═══ Extracted material ═══

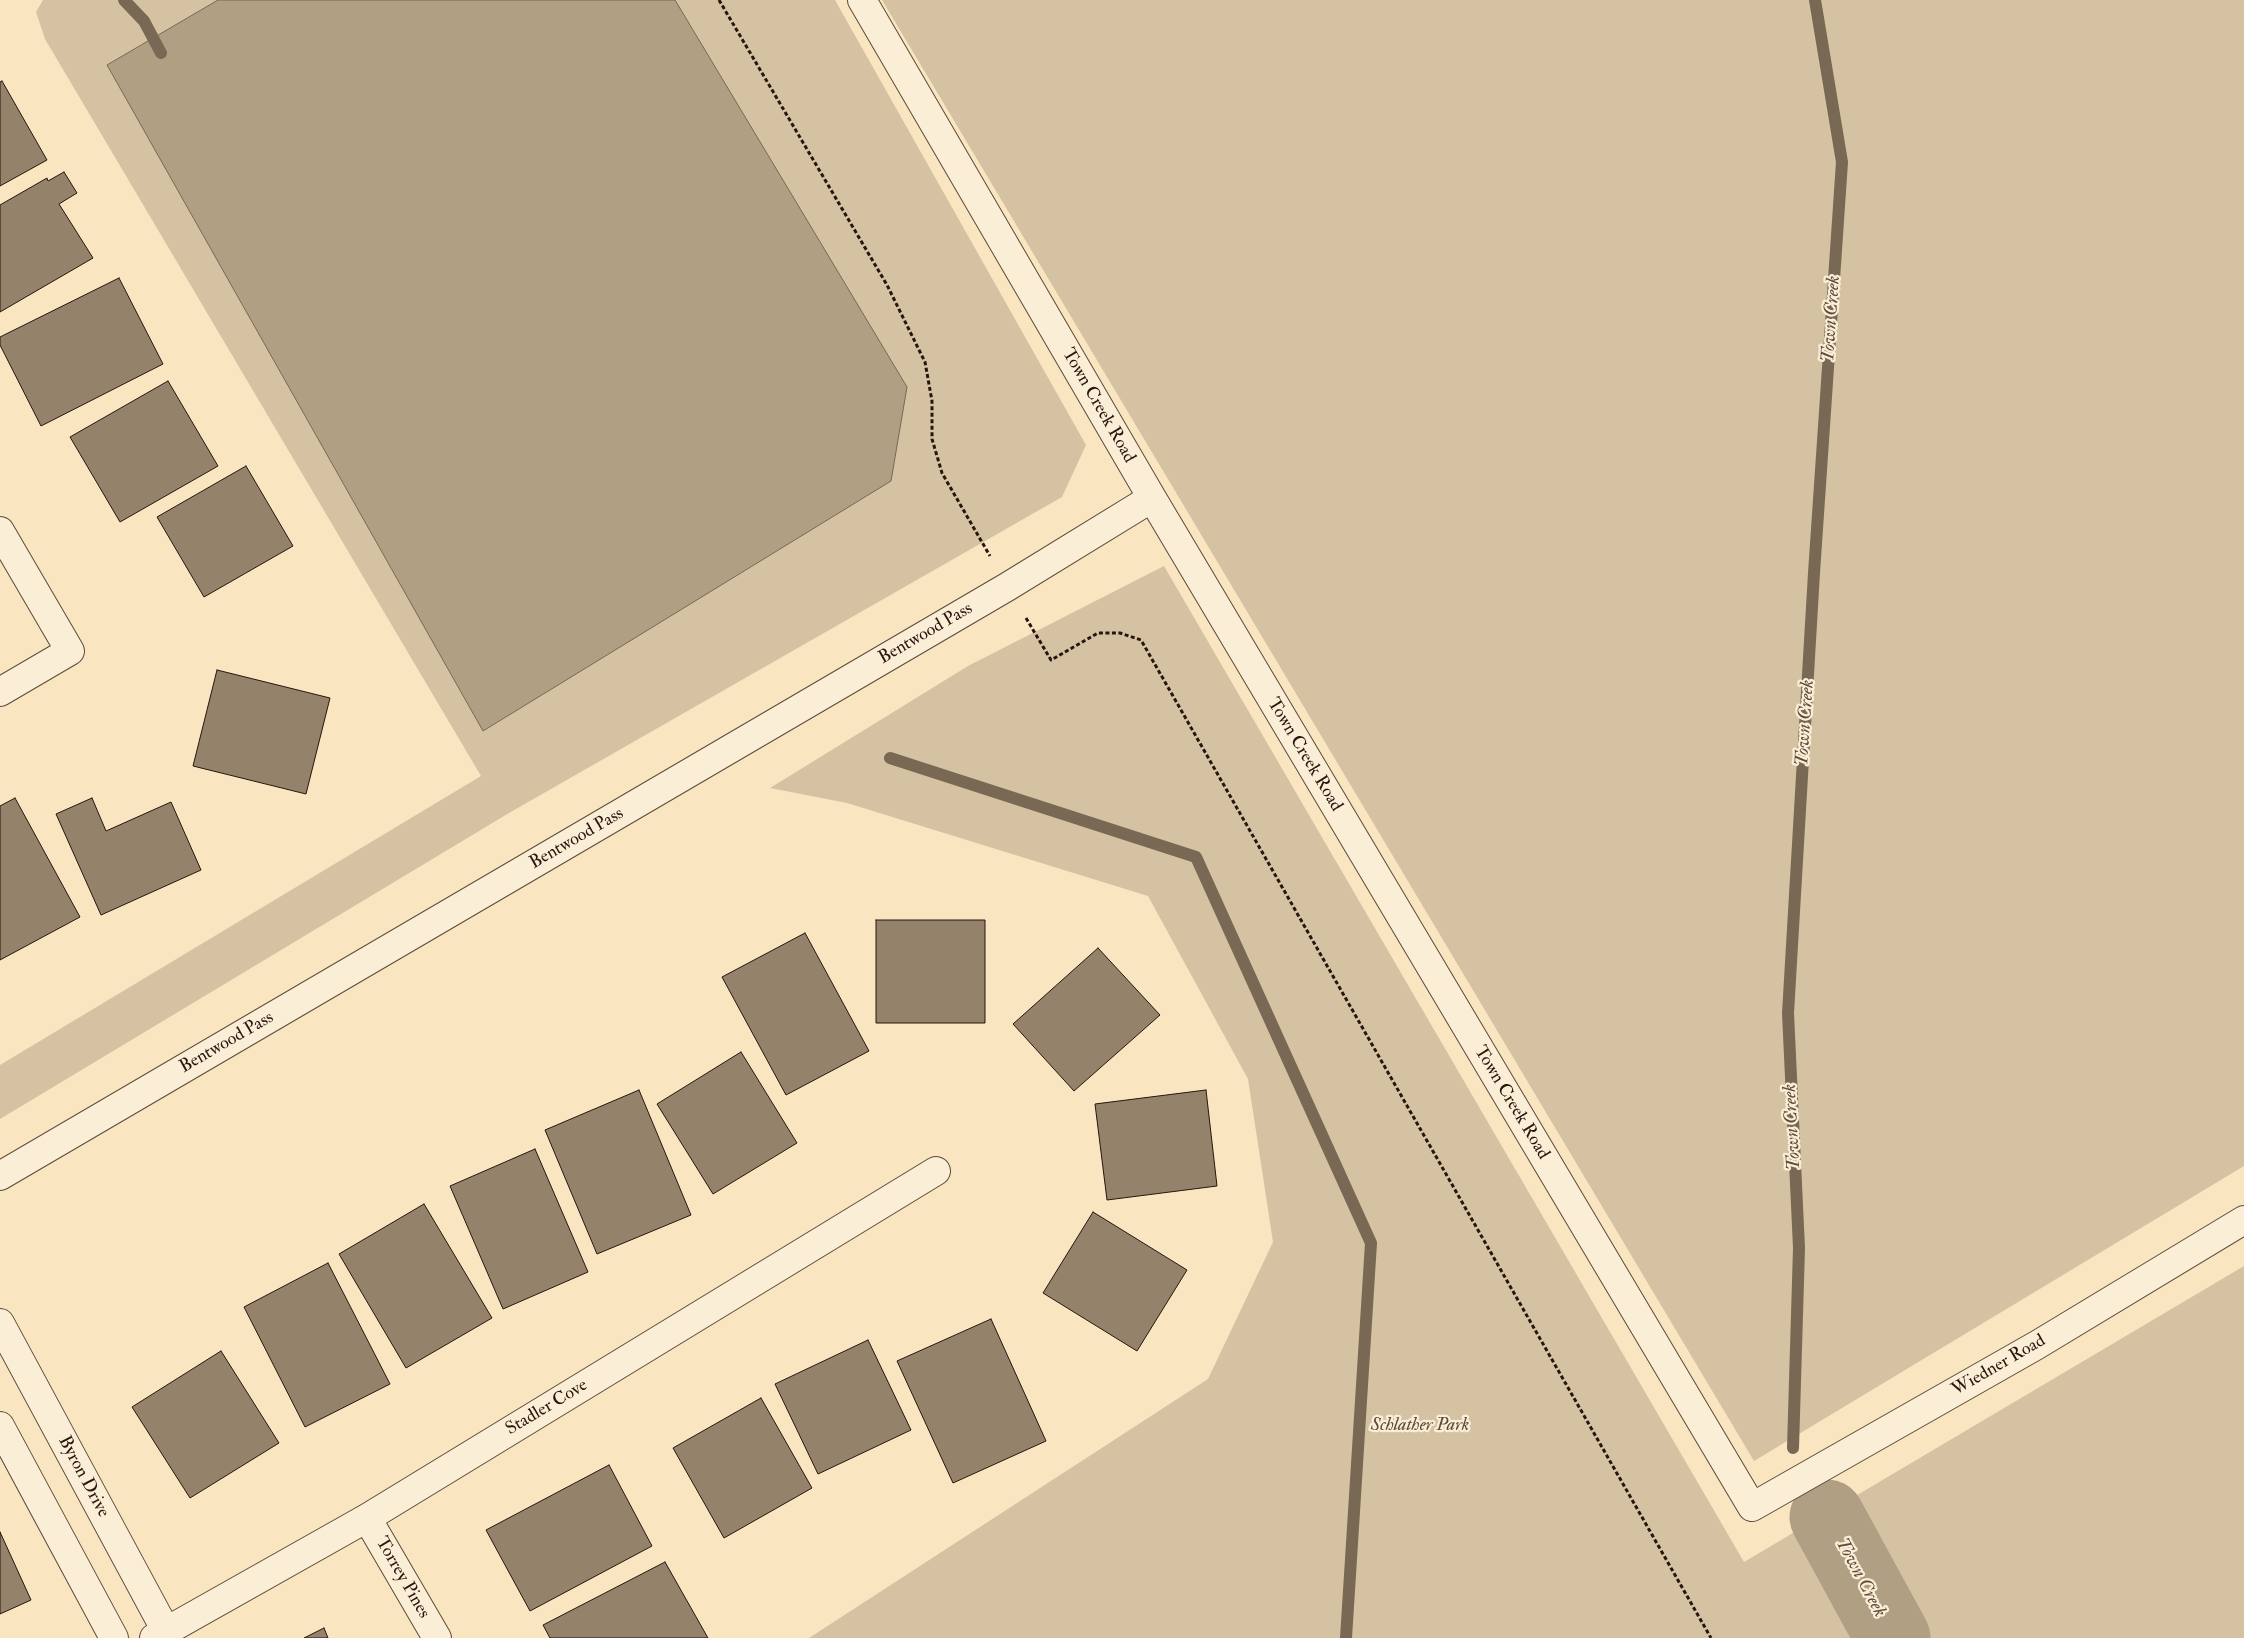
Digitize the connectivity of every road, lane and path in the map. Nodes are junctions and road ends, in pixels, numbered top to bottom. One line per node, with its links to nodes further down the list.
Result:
1 (719, 0): 5 (path)
2 (862, 0): 3 (street, Town Creek Road)
3 (1152, 498): 5 (street, Bentwood Pass); 12 (street, Town Creek Road)
4 (0, 531): 6 (street)
5 (1007, 587): 8 (street, Bentwood Pass); 17 (path)
6 (0, 692)
7 (936, 1171): 13 (street, Stadler Cove)
8 (0, 1176)
9 (2244, 1220): 12 (street, Wiedner Road)
10 (0, 1323): 14 (street, Byron Drive)
11 (0, 1426): 15 (street)
12 (1752, 1507)
13 (367, 1518): 14 (street, Stadler Cove); 16 (street, Torrey Pines)
14 (160, 1634)
15 (114, 1638)
16 (437, 1638)
17 (1711, 1638)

═══

== Work to be completed ==
Make an exact copy of the listing above. Do not include the pictures.

== Expected output ==
Digitize the connectivity of every road, lane and path in the map. Nodes are junctions and road ends, in pixels, numbered top to bottom. One line per node, with its links to nodes further down the list.
Result:
1 (719, 0): 5 (path)
2 (862, 0): 3 (street, Town Creek Road)
3 (1152, 498): 5 (street, Bentwood Pass); 12 (street, Town Creek Road)
4 (0, 531): 6 (street)
5 (1007, 587): 8 (street, Bentwood Pass); 17 (path)
6 (0, 692)
7 (936, 1171): 13 (street, Stadler Cove)
8 (0, 1176)
9 (2244, 1220): 12 (street, Wiedner Road)
10 (0, 1323): 14 (street, Byron Drive)
11 (0, 1426): 15 (street)
12 (1752, 1507)
13 (367, 1518): 14 (street, Stadler Cove); 16 (street, Torrey Pines)
14 (160, 1634)
15 (114, 1638)
16 (437, 1638)
17 (1711, 1638)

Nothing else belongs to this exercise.